C’est à Beyrouth que j’ai lu le discours historique prononcé par le roi Mohammed VI. Un appel sincère et fort. Ce n’est pas anodin d’en avoir pris connaissance dans cette ville qui a tant souffert et qui porte encore les traces d’une guerre atroce et stupide.
Une question se pose cependant. Est-ce que la sagesse, la raison, l’intelligence sont audibles aujourd’hui chez nos voisins de l’Est ? Un ami, journaliste libanais, excellent observateur de la politique au Proche-Orient et au Maghreb m’a dit que la stratégie du roi est bonne et qu’il a eu raison de tendre la main à l’Algérie. Cependant il doute que ce pays prenne la balle qui est dans son camp et entame un travail de règlement et d’assainissement de la situation anormale qui dure depuis plus de quarante ans. Ce point de vue est assez répandu dans les milieux diplomatiques. Question d’orgueil et persistance de mauvaises habitudes.
En même temps j’ai rencontré à Beyrouth un sage, un homme qui a fait la guerre civile et a participé à l’horreur qui a eu lieu dans le Liban entre 1975 et 1990. Qu’importe sa confession ou son appartenance politique. Il m’a appris qu’il a rédigé avec d’autres hommes de confession différente un texte, appelé «Le Manifeste de Beyrouth». Ce qui est intéressant c’est que des hommes qui se sont combattus férocement, se soient retrouvés aujourd’hui, mettant entre parenthèses leur appartenance religieuse ou idéologique, pour alerter la jeunesse contre la stupidité de la guerre. Il m’a dit en substance ceci: avec la guerre, nous avons été jusqu’au bout de la violence, et au bout, on n’a rien trouvé. Autrement dit, on se bat et on découvre que les tueries n’apportent rien de bon et que la violence ne donne naissance à rien de valable.
La manchette en haut à droite du quotidien «Annahar» porte la promesse de son ancien directeur Jabrane Touaini, mort assassiné, rédigée ainsi: «je jure devant Dieu, que musulmans et chrétiens, resteront unis à jamais défendant le Liban magnifique».
Aujourd’hui, le Liban garde un peu partout les stigmates de la guerre. Mais la vie continue et la mémoire blessée de quinze ans d’horreur se repose dans des maisons criblées de balles. Mais tout le monde sait que la violence pourrait reprendre n’importe quand. C’est pour cela que «Le Manifeste de Beyrouth» est un symbole important qui pourrait nous être utile, à nous autres Maghrébins. Ecoutons les Libanais qui ont tant souffert et qui, au bout du compte, n’ont rien gagné si ce n’est des morts par milliers.
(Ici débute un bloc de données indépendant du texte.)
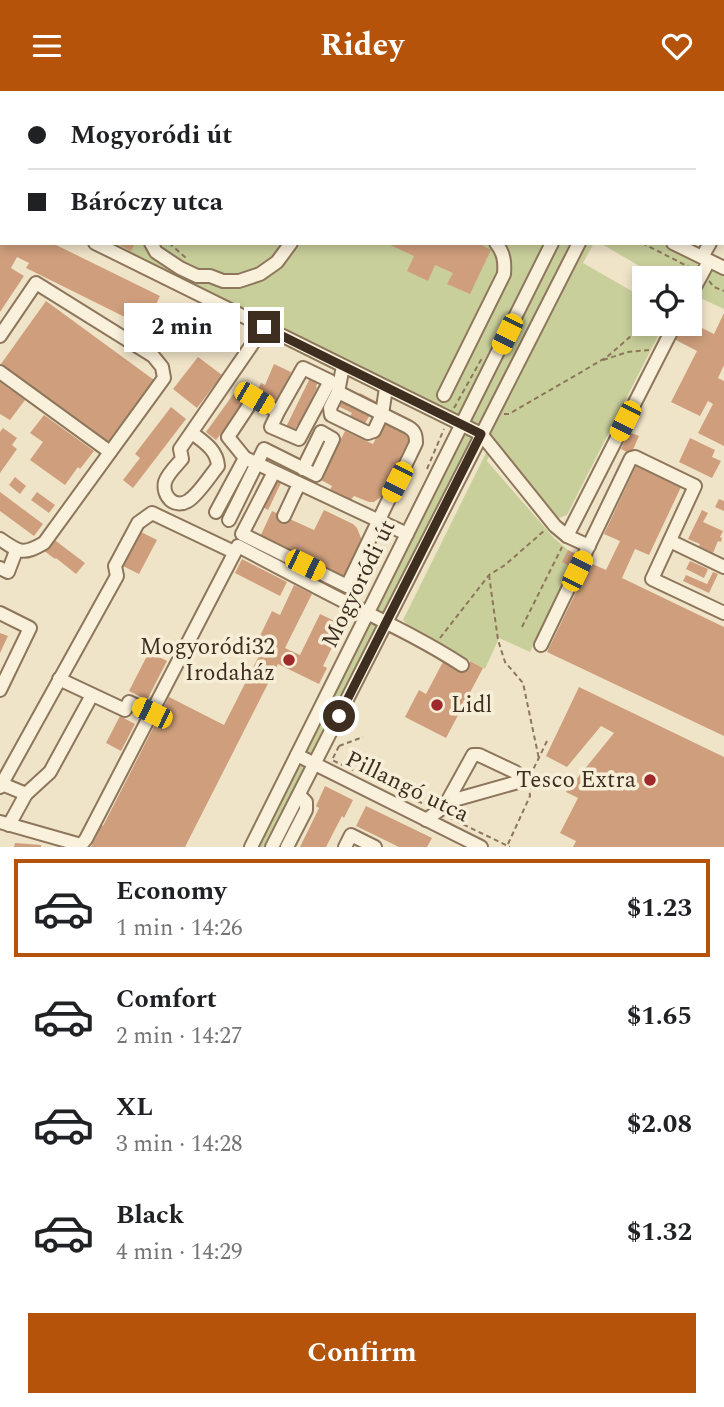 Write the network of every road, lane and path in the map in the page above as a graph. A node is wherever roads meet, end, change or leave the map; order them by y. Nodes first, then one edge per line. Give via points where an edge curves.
1 (99, 245) edge
2 (151, 245) edge
3 (289, 245) edge
4 (497, 245) edge
5 (551, 245) edge
6 (578, 245) edge
7 (646, 245) edge
8 (677, 245) edge
9 (710, 245) edge
10 (706, 259) junction
11 (690, 266) edge
12 (724, 268) edge
13 (702, 272) joint
14 (724, 291) edge
15 (264, 327) junction
16 (632, 335) edge
17 (669, 336) edge
18 (0, 337) edge
19 (660, 352) junction
20 (599, 361) junction
21 (343, 366) junction
22 (0, 372) edge
23 (386, 387) junction
24 (338, 392) junction
25 (444, 395) dead end
26 (278, 412) junction
27 (493, 412) junction
28 (382, 414) junction
29 (462, 425) junction
30 (192, 433) junction
31 (481, 434) junction
32 (110, 452) junction
33 (251, 460) junction
34 (303, 469) dead end
35 (274, 472) junction
36 (299, 484) junction
37 (216, 512) dead end
38 (284, 516) dead end
39 (229, 520) dead end
40 (378, 521) junction
41 (555, 526) junction
42 (407, 534) junction
43 (567, 536) junction
44 (0, 539) edge
45 (670, 541) junction
46 (589, 546) junction
47 (16, 551) junction
48 (234, 552) junction
49 (0, 568) edge
50 (724, 568) edge
51 (489, 575) junction
52 (0, 613) edge
53 (368, 613) junction
54 (724, 613) edge
55 (387, 621) junction
56 (522, 627) dead end
57 (541, 645) dead end
58 (434, 647) junction
59 (462, 665) dead end
60 (60, 679) junction
61 (0, 690) edge
62 (92, 695) junction
63 (152, 713) junction
64 (547, 741) dead end
65 (339, 746) dead end
66 (297, 755) junction
67 (538, 759) junction
68 (314, 764) junction
69 (1, 786) edge
70 (26, 794) junction
71 (299, 795) junction
72 (442, 807) junction
73 (425, 820) junction
74 (4, 824) edge
75 (80, 846) edge
76 (509, 846) edge
77 (251, 847) edge
78 (272, 847) edge
79 (286, 847) edge
80 (345, 847) edge
81 (375, 847) edge
82 (481, 847) edge

1 - 15 street
2 - 3 street via 180,268 223,281 260,274
4 - 25 street via 503,253 504,274
5 - 29 street, Mogyoródi út
6 - 27 street, Mogyoródi út
7 - 11 path
8 - 10 street
9 - 10 street
10 - 12 street
10 - 13 street
13 - 14 path via 714,287
15 - 21 street
15 - 30 street
16 - 20 path
17 - 19 street
18 - 32 street via 37,283 153,356 164,378
19 - 20 path via 628,352
19 - 43 street
20 - 27 path via 509,414
21 - 23 street
21 - 24 street
22 - 32 street
23 - 28 street
23 - 29 street
24 - 28 street
24 - 28 street via 331,415 368,433 374,431
26 - 26 street via 271,427 299,439 330,381 303,368
26 - 33 street via 254,398 228,437
27 - 31 street, Mogyoródi út
28 - 40 street via 414,430 416,443
29 - 31 street
29 - 42 street, Mogyoródi út
30 - 30 street via 180,449 182,459 166,479 165,489 174,503 191,500 218,466 211,449
31 - 41 street
31 - 55 street, Mogyoródi út
32 - 47 street via 44,543 31,551
33 - 34 street via 264,449
33 - 35 street
33 - 37 street
33 - 39 street
35 - 36 street
35 - 40 street via 242,534 347,586
36 - 38 street
36 - 40 street
40 - 42 street
41 - 43 street
41 - 51 path
42 - 53 street, Mogyoródi út
43 - 46 street
43 - 56 path
44 - 47 street
45 - 46 street via 695,486 635,457
45 - 50 street
45 - 54 street via 652,579
46 - 57 street
47 - 49 street via 8,572
48 - 53 street via 238,546
48 - 60 street via 152,513 138,523 116,566 117,576
48 - 63 street
51 - 58 path
51 - 67 path via 498,640 505,662 523,683
52 - 61 street via 30,628
53 - 55 street
53 - 66 street, Mogyoródi út
55 - 58 street
55 - 68 street, Mogyoródi út
58 - 59 street
60 - 62 street
60 - 69 street
62 - 63 street via 125,710 129,702
62 - 70 street via 50,772
63 - 75 street
64 - 67 path
65 - 72 path via 332,760
66 - 68 street
66 - 77 street, Mogyoródi út
67 - 76 path via 529,779 530,796
68 - 71 street, Mogyoródi út
68 - 73 street, Pillangó utca
69 - 70 street
70 - 74 street
71 - 78 street, Mogyoródi út
71 - 79 street via 306,810
72 - 72 street via 472,755 520,777 519,782
72 - 73 street
72 - 76 path
73 - 82 street, Pillangó utca
74 - 75 street
80 - 81 street via 351,835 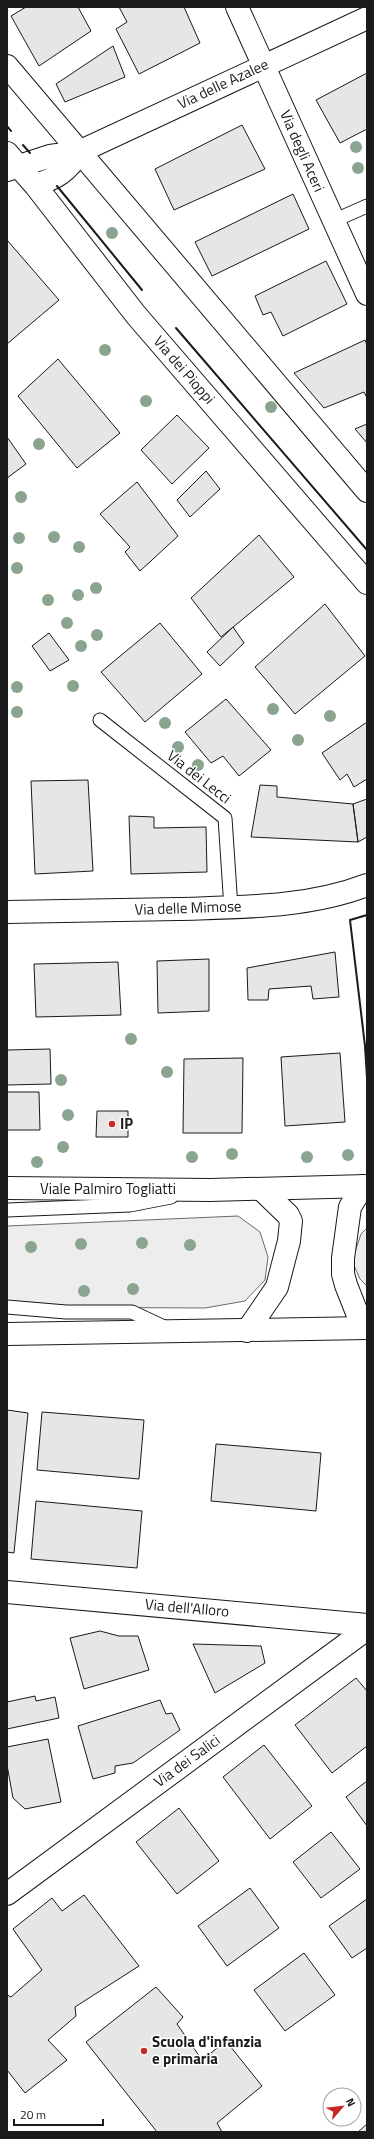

J’ai médité ces idées et je me suis dit, et si des hommes de bonne volonté des cinq pays du Maghreb écrivaient «Le Manifeste du Maghreb»? En attendant, pourquoi ne pas chuchoter dans l’oreille des dirigeants algériens que la haine et l’animosité ne mènent à rien, que la fraternité concrète, la solidarité réelle pourraient sauver tout le Maghreb surtout en cette époque où l’Europe se replie sur elle-même dans un populisme inquiétant parce qu’il prépare un nouveau fascisme, et que l’Amérique de Trump et le Brésil de Bolsonaro n’augurent rien de bon pour la planète.
Soyons modestes, laissons de côté cette fierté mal placée, cet orgueil ridicule et pensons à l’avenir de nos générations vives et pleines d’espoir. Ouvrons les frontières et commençons par nous parler.
C’est peut-être une prière inutile, un vœu pieux, mais rendons hommage à Mohammed VI qui a parié sur l’intelligence et la raison des dirigeants algériens pour aller de l’avant et construire un Maghreb différent et semblable, uni et volontaire, solidaire et riche de toutes les potentialités de sa jeunesse et de ses peuples.